Brother No 2, Nuon Chea; head of state Khieu Samphan; foreign minister Ieng Sary and his wife; and social affairs minister Ieng Thirith, have all been charged with genocide, war crimes and crimes against humanity.
Along with Brother No 1, Pol Pot, these four made Khmer Rouge policy, handed down orders and ruled over the deaths of as many as 1.7 million people who were executed or died from torture, starvation, exhaustion, illness or injuries.
A lawyer from Adelaide, Bill Smith, is the Khmer Rouge tribunal’s international deputy co-prosecutor. He has spent years wading through the evidence of anguish and despair to help put together the case against the four leaders, who were integral to the Khmer Rouge rule of Cambodia between 1975 and 1979.
The catalogue of terror runs to hundreds of thousands of pages in the case file, which trial chamber judges at the Khmer Rouge tribunal in Phnom Penh can refer to if they think it necessary.
Mr Smith says the prosecutors have selected more than 6500 items to present to the tribunal, ranging from videos, photos, witness statements, internal memorandums, telegrams, documents from the Khmer Rouge torture centres, torture confessions and official cables.
Although none of the four, all now elderly, has admitted any guilt, Nuon Chea obliquely referred to his wrongdoing in the documentary Enemies of the People, which included footage of Khmer Rouge officials discussing the mass murders and how they sometimes ate the victims’ gall bladders. One explained how he had slit so many throats it made his wrist ache, so he began to stab the unfortunates in the neck instead.

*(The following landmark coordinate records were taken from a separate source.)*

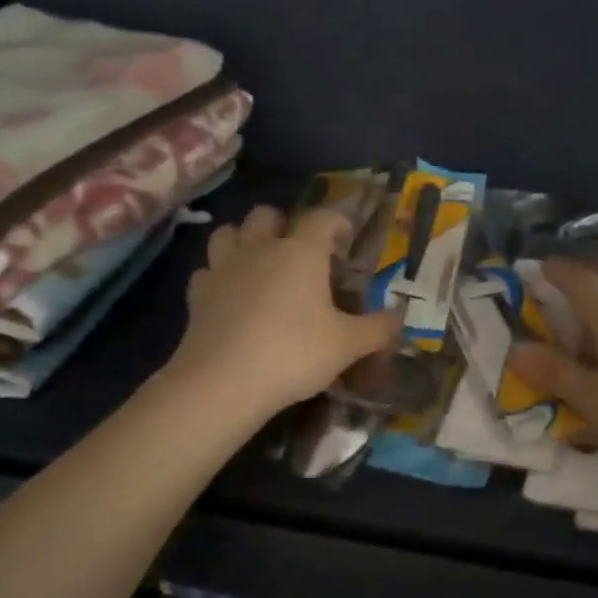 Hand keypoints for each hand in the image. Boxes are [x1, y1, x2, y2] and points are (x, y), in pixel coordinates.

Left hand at [170, 205, 401, 419]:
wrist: (223, 382)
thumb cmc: (294, 353)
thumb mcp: (348, 345)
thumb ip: (378, 329)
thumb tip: (401, 318)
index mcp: (301, 252)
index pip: (322, 218)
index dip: (337, 221)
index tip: (346, 235)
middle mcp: (260, 249)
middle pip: (266, 215)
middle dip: (283, 223)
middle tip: (299, 249)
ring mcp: (223, 268)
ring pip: (228, 233)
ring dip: (243, 239)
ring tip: (258, 261)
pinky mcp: (197, 294)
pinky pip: (207, 271)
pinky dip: (219, 276)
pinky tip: (229, 294) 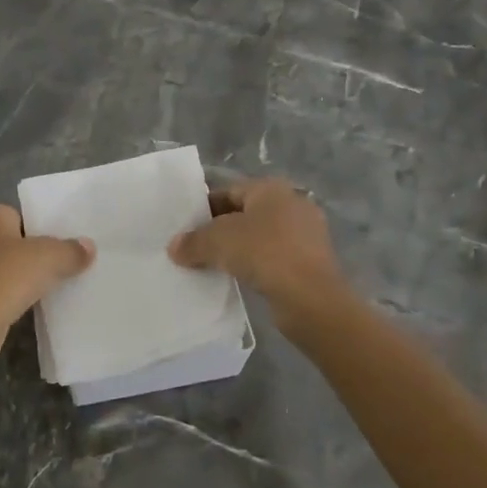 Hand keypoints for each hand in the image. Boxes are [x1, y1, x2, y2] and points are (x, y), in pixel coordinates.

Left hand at [0, 205, 94, 361]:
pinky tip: (16, 308)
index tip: (56, 251)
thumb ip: (72, 250)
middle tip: (51, 271)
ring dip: (11, 277)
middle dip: (25, 254)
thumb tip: (88, 246)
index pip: (19, 216)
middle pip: (6, 240)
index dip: (39, 232)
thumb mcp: (50, 258)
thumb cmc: (7, 278)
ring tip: (38, 292)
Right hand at [168, 177, 352, 337]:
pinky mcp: (311, 262)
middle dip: (219, 230)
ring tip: (212, 265)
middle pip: (244, 213)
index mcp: (271, 189)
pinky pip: (274, 258)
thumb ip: (193, 241)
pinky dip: (256, 266)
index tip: (184, 227)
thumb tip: (174, 247)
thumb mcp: (218, 242)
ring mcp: (306, 234)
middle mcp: (291, 204)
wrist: (312, 299)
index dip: (203, 208)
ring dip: (238, 249)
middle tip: (194, 247)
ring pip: (260, 237)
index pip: (228, 191)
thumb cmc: (264, 253)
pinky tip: (239, 279)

Nuon Chea said in the film it was “the correct solution” to have traitors “killed and destroyed”.
But Mr Smith says that whatever Nuon Chea has said elsewhere, he has the right to remain silent before the tribunal. “I haven’t seen that film yet, but we will make sure any relevant probative and relevant evidence will be put before the court,” he said.

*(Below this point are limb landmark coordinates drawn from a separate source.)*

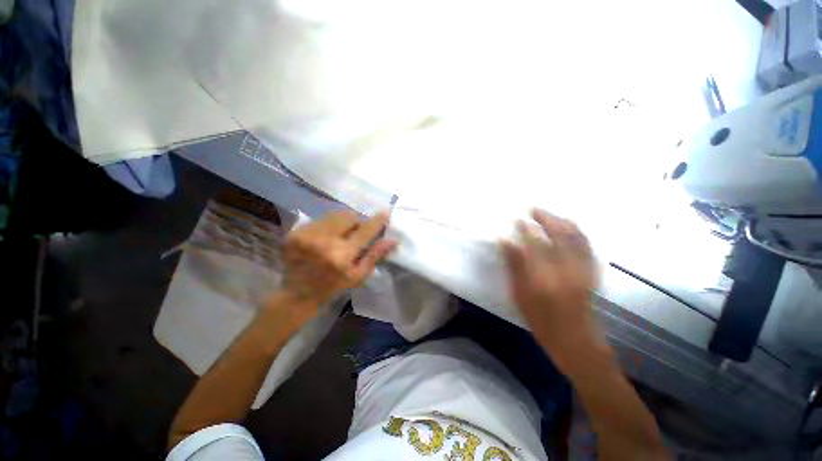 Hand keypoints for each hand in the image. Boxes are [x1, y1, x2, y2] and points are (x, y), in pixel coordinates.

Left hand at [279, 210, 396, 313]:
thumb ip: (375, 255)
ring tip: (339, 235)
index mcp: (341, 255)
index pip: (365, 230)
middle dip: (356, 221)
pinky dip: (327, 226)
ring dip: (341, 222)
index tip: (385, 212)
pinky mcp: (294, 233)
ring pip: (333, 215)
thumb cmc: (332, 287)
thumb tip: (393, 240)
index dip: (377, 220)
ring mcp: (306, 235)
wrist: (296, 295)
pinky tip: (324, 239)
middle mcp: (323, 241)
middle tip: (356, 232)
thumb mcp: (358, 275)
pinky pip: (319, 220)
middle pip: (348, 216)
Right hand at [500, 209, 599, 364]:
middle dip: (546, 218)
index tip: (517, 218)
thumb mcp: (520, 295)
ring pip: (576, 236)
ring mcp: (583, 270)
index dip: (526, 228)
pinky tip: (570, 227)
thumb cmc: (542, 320)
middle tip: (533, 209)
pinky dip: (578, 231)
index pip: (535, 243)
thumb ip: (514, 266)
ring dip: (562, 221)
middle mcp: (567, 269)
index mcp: (545, 276)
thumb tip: (505, 242)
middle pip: (559, 234)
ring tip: (550, 214)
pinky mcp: (592, 273)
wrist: (576, 341)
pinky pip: (587, 245)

The international community agrees there must be justice for the horrors of the Khmer Rouge, but it has been slow in coming and the tribunal is expensive. From the inception of the court in 2006 until the end of last year, the cost has been $US109.1 million, and by the end of this year it is expected to be $US149.8m.
Australia has contributed $16.7m towards cost of the tribunal, including $2m this month.
Eyebrows have been raised by allegations of corruption and political interference with the tribunal in the past, and recently by infighting among tribunal officials.
In a leaked letter of resignation to the investigating judges working on case three – intended to follow after the trial of the four leaders – historian Stephen Heder referred to the judges’ decision “to close the investigation into case file 003 effectively without investigating it”.
Case three is thought to cover the crimes of Meas Muth, a former commander of the Khmer Rouge navy, and Sou Met, the Khmer Rouge air force commander. The closing of the case by the two co-investigating judges, one from Cambodia and one from Germany, prompted angry allegations of political interference.
Mr Heder wrote to the judges of the “toxic atmosphere of mutual mistrust generated by your management” in the “professionally dysfunctional office”. At least four staff members and a consultant have resigned from the office of the investigating judges in the past seven weeks, alleging bad faith.
The prosecutors had already decided the judges’ investigation was insufficient, and requested more work on the case.
“There’s obviously a lot of concern about cases three and four, but we’re just doing our jobs,” Mr Smith said of the cases against five more Khmer Rouge officials.
“From the international prosecutors’ perspective, case three and case four are proceeding.”
Officially known as the Extraordinary Chambers in the Courts of Cambodia, the tribunal has already chalked up one victory.
Torture prison commander Kaing Guek Eav, notorious as Duch, was convicted of crimes against humanity last year, and sentenced to 35 years in prison.
Duch, who ruled over the outrages committed at the Tuol Sleng torture prison in Phnom Penh, publicly apologised to his victims, but even so he has appealed.
Now finally the big four will face their accusers.
“This has been a long time waiting for many, many Cambodians and for many national and international human rights activists who want the senior and most responsible people brought to account,” Mr Smith said. “It’s cathartic to see people brought to account in the form of a fair trial.”